The plans also call for relocating the sandy restrooms and crumbling parking lot inland.

“The restroom is going to be beach if we give it room to be beach,” Grant said. “It’s in an area that, as the shoreline recedes and erosion continues, is going to want to become beach.”

But Grant said protecting the Lake Merced Tunnel is the “tip of the spear” because it is part of billions of dollars in wastewater infrastructure that the San Francisco Public Utilities Commission owns in the area.

The City has come under fire over the last two decades for not having a long-term plan in place to address erosion and sea level rise, instead placing boulders on the beach to curb erosion, Grant said.

“Everybody wants to get those rocks off the beach,” Grant said. “That’s really the goal of our coastal management approach, but right now they’re sort of the Band-Aid for the Lake Merced Tunnel.”

Grant also said previous efforts have focused on protecting roadways rather than the tunnel.

While it recognizes the risk, the SFPUC is not far along in the process when it comes to protecting the tunnel. The proposed plans call for the low-profile protection of the tunnel, but Chris Colwick, a SFPUC spokesperson, said the department is also considering relocating the tunnel out of the risk area.

“There is a risk and it’s something that we want to evaluate now before it becomes sort of an emergency repair,” said Colwick. “Big picture, it’s a necessary effort on behalf of The City.”

The tunnel is a critical piece of infrastructure that transports wastewater from the southwest to the Oceanside Treatment Plant, Colwick said. The tunnel also fills with rainwater and wastewater that would otherwise enter the ocean.

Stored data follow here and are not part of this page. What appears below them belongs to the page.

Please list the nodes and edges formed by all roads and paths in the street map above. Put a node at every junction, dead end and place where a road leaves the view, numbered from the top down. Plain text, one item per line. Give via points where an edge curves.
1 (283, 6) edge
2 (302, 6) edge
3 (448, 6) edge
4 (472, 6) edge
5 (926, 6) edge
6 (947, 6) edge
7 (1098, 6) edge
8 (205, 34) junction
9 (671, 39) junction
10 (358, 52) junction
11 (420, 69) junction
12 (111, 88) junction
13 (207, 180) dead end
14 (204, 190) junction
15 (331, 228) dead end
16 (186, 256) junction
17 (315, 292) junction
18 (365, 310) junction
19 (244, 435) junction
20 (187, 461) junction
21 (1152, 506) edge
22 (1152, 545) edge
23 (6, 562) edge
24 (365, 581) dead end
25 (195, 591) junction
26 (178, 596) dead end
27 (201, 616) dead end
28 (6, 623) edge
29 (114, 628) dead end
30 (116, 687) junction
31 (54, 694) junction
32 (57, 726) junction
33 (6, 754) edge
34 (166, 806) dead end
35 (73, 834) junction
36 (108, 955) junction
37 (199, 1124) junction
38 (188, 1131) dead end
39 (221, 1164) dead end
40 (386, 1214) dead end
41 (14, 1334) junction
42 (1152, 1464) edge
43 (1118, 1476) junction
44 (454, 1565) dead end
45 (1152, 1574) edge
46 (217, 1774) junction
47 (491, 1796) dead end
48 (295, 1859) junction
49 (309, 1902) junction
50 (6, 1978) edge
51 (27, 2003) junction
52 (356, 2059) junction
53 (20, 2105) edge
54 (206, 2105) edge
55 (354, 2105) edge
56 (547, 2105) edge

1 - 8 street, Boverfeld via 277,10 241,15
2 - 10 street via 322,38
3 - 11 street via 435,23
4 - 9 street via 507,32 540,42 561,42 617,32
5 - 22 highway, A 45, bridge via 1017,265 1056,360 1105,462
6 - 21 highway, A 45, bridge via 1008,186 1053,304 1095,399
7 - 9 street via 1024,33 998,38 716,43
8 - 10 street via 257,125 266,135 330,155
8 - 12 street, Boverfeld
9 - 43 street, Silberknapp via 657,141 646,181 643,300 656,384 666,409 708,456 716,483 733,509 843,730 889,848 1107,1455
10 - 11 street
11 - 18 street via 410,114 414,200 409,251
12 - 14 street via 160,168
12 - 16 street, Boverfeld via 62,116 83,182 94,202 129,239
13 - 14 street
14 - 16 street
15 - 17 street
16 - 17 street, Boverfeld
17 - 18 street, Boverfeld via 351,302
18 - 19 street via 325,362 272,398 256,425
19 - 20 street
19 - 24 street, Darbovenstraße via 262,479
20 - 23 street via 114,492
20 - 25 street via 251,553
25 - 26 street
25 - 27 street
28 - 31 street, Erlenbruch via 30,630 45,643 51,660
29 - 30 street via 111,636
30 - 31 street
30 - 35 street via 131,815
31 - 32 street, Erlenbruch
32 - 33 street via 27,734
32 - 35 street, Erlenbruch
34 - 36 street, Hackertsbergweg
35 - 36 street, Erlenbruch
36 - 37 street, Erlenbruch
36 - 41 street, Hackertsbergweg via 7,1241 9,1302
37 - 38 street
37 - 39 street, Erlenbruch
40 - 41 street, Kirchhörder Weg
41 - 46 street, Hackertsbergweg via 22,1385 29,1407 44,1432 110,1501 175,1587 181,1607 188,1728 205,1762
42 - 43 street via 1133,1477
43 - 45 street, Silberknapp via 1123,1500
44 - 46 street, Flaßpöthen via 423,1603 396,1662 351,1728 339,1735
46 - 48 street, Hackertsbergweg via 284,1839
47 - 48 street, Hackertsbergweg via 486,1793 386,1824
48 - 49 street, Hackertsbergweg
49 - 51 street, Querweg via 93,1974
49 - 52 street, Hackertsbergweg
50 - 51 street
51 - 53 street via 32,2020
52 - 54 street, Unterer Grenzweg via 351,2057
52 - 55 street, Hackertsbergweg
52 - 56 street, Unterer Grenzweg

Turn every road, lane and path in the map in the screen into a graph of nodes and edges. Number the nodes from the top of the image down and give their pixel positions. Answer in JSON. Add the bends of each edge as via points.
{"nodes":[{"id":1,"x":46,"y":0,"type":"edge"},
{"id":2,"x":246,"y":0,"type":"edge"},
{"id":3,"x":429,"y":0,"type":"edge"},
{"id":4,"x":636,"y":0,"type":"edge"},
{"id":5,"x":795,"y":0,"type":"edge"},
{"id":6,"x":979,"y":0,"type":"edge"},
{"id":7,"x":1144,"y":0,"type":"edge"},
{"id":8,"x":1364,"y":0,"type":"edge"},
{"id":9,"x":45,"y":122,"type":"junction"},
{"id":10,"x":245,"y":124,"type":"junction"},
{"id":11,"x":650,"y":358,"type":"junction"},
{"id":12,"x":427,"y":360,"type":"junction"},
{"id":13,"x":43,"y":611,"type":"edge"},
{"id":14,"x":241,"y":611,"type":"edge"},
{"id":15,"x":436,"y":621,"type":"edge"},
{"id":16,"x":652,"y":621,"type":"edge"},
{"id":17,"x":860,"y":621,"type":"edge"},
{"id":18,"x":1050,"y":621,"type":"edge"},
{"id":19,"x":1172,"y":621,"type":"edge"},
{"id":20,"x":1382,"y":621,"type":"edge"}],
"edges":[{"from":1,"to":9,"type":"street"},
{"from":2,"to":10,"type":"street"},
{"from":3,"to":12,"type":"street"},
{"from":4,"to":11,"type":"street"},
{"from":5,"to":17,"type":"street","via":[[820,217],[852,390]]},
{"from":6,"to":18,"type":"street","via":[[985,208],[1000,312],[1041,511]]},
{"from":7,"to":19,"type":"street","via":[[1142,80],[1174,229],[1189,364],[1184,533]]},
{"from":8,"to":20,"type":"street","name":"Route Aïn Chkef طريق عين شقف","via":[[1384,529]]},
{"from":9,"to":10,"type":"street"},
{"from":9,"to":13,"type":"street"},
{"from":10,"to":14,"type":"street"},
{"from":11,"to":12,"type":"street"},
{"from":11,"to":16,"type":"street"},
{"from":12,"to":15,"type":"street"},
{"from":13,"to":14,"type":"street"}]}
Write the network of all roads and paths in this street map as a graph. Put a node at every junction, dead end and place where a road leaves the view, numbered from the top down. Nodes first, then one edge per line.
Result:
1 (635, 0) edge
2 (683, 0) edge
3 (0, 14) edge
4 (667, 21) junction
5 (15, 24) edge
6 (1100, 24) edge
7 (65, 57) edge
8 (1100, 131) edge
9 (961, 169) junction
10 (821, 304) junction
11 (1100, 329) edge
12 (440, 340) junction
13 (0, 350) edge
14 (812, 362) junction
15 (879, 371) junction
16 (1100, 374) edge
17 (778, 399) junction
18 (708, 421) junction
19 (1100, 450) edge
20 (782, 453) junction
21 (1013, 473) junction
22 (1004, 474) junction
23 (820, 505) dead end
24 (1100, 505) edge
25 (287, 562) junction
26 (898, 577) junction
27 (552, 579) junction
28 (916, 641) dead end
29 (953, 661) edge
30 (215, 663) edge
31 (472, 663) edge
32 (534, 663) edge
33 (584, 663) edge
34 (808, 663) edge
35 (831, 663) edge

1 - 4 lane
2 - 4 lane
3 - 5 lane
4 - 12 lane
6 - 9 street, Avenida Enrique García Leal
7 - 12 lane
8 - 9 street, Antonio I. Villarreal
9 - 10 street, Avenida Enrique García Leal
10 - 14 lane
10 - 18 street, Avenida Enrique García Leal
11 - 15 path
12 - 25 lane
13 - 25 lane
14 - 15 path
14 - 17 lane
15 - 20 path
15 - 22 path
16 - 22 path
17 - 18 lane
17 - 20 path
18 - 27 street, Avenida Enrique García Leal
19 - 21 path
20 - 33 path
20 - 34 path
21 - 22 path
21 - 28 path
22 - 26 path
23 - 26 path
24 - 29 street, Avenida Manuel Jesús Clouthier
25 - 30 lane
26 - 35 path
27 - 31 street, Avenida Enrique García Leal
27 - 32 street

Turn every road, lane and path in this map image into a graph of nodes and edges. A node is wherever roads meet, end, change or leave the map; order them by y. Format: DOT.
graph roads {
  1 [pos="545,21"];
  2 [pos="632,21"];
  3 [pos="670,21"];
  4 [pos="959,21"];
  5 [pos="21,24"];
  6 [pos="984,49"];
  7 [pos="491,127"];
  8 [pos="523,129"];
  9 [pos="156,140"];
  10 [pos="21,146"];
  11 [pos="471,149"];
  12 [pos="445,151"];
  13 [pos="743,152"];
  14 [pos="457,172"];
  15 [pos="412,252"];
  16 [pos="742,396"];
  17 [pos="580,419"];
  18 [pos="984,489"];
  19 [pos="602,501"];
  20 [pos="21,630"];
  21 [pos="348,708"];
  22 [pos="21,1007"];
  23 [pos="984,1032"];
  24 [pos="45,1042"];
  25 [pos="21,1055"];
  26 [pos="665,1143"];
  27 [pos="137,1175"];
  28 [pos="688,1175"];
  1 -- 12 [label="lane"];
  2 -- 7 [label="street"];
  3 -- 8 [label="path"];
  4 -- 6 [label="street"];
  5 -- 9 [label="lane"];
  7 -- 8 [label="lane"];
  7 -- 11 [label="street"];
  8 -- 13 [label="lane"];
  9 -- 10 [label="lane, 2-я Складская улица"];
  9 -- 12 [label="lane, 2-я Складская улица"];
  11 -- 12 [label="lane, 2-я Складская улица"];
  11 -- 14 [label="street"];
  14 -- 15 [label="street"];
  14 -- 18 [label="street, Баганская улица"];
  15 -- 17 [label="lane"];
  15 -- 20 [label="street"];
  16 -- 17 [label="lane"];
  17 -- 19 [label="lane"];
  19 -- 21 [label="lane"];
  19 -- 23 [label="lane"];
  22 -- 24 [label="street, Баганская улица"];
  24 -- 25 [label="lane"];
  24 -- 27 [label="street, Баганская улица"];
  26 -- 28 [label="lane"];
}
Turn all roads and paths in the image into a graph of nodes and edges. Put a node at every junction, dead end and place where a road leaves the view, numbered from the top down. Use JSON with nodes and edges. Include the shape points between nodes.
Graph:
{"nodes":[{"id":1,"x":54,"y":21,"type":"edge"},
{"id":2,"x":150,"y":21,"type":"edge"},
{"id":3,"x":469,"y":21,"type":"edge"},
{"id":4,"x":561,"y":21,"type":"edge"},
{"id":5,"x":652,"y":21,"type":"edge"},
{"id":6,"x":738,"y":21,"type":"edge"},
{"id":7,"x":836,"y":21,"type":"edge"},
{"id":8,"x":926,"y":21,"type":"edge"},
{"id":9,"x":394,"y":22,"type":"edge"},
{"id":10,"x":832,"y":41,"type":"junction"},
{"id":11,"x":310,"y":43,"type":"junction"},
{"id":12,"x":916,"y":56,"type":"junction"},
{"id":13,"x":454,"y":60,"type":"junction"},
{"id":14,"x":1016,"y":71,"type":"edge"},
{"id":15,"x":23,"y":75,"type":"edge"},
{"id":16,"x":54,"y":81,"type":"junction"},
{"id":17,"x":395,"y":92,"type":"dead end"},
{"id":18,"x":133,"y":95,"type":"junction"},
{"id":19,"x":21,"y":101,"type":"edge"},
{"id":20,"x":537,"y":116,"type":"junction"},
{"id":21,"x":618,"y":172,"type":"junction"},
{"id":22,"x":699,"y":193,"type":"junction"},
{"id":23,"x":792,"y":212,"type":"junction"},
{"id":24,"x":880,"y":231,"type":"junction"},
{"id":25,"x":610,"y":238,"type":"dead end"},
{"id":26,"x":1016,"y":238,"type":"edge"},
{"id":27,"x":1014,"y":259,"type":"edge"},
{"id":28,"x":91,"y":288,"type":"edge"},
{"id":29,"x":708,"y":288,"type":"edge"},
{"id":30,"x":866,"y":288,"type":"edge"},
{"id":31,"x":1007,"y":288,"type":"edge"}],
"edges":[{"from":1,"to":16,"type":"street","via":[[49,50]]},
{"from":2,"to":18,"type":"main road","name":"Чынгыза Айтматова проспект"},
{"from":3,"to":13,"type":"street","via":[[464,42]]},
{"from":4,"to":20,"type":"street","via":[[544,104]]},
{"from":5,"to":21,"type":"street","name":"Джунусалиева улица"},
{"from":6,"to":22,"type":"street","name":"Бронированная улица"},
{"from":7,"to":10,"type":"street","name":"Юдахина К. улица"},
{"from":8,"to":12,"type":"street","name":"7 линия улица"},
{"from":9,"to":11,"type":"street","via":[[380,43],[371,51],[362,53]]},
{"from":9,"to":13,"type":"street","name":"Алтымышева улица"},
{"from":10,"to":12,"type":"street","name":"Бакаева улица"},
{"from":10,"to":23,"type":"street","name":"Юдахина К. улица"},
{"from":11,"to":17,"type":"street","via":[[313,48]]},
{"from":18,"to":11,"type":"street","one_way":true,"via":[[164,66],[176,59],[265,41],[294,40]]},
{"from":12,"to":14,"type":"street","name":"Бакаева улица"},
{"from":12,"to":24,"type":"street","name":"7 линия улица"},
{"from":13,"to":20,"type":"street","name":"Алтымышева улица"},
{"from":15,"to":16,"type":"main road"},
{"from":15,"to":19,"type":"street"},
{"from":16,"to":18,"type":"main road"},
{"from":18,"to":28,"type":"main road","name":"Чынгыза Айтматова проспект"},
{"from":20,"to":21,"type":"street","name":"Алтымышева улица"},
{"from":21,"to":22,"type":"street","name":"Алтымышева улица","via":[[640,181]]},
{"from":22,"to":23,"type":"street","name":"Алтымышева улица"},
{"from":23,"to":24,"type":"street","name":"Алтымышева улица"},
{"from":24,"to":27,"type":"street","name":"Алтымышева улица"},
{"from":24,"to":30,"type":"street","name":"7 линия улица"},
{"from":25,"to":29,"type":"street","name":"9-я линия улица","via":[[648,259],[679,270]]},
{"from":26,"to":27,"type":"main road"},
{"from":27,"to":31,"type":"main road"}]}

Meanwhile, the Department of Public Works is already working toward narrowing a portion of the Great Highway because of erosion, closing down the two southbound lanes between Sloat and Skyline boulevards.

“What we’re going to do is abandon that,” said Public Works spokesperson Rachel Gordon. “It’s called managed retreat. We’re going to pretty much abandon the road for vehicular traffic and send cars and trucks to the northbound side.”

Public Works plans to break ground on the project early next year, Gordon said.

Once the project is complete, the Recreation and Park Department plans to begin construction on the $2 million bicycle and pedestrian trail that will replace the southbound lanes.

The southern pedestrian trail currently ends at Sloat Boulevard, where the sandy parking lot sits across from the Great Highway.

“The possibility of a dedicated trail from Funston along the Great Highway all the way to the Cliff House … and beyond is awesome,” wrote Great Highway neighbor Brian Veit in a letter to planning commissioners.

Rec and Park doesn’t expect trail construction to begin until late 2018, at the earliest.

Editor’s note: This story has been updated from its original version.